Nothing but a number belongs in the answer: the count of lines below that contain the word "Ring".
(Beginning of DATASET CONTENT)
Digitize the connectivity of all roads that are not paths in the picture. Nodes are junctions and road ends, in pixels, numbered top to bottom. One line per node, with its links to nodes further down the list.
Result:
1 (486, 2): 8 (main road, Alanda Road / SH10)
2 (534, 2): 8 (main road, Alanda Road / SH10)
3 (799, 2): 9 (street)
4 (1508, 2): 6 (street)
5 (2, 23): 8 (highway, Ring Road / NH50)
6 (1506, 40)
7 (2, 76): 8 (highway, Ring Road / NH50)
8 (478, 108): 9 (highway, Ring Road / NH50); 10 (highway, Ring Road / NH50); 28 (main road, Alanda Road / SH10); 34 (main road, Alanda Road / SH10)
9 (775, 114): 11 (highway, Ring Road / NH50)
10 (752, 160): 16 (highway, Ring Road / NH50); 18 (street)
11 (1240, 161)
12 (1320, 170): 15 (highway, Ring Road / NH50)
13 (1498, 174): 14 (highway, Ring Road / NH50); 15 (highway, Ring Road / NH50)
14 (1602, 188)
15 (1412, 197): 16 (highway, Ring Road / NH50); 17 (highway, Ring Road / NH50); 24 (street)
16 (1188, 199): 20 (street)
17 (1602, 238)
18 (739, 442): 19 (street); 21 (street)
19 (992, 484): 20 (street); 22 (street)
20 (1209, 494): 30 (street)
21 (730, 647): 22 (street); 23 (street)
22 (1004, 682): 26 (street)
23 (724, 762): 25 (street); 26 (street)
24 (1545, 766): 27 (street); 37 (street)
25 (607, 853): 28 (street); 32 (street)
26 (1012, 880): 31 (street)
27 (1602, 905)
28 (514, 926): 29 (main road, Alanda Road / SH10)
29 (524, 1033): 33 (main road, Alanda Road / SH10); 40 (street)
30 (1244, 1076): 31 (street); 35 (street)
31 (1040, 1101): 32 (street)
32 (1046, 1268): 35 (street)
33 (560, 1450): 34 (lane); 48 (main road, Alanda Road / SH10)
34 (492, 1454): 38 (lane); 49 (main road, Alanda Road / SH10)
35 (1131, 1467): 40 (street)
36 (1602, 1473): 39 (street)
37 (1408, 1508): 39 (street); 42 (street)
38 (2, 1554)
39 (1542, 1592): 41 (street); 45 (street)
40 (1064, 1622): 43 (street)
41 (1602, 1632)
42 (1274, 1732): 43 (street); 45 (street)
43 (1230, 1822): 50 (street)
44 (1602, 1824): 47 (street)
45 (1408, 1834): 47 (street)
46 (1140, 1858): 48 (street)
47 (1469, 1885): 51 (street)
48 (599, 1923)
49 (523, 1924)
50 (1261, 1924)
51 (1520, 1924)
(End of DATASET CONTENT)
▶ **TASK RESPONSE**
8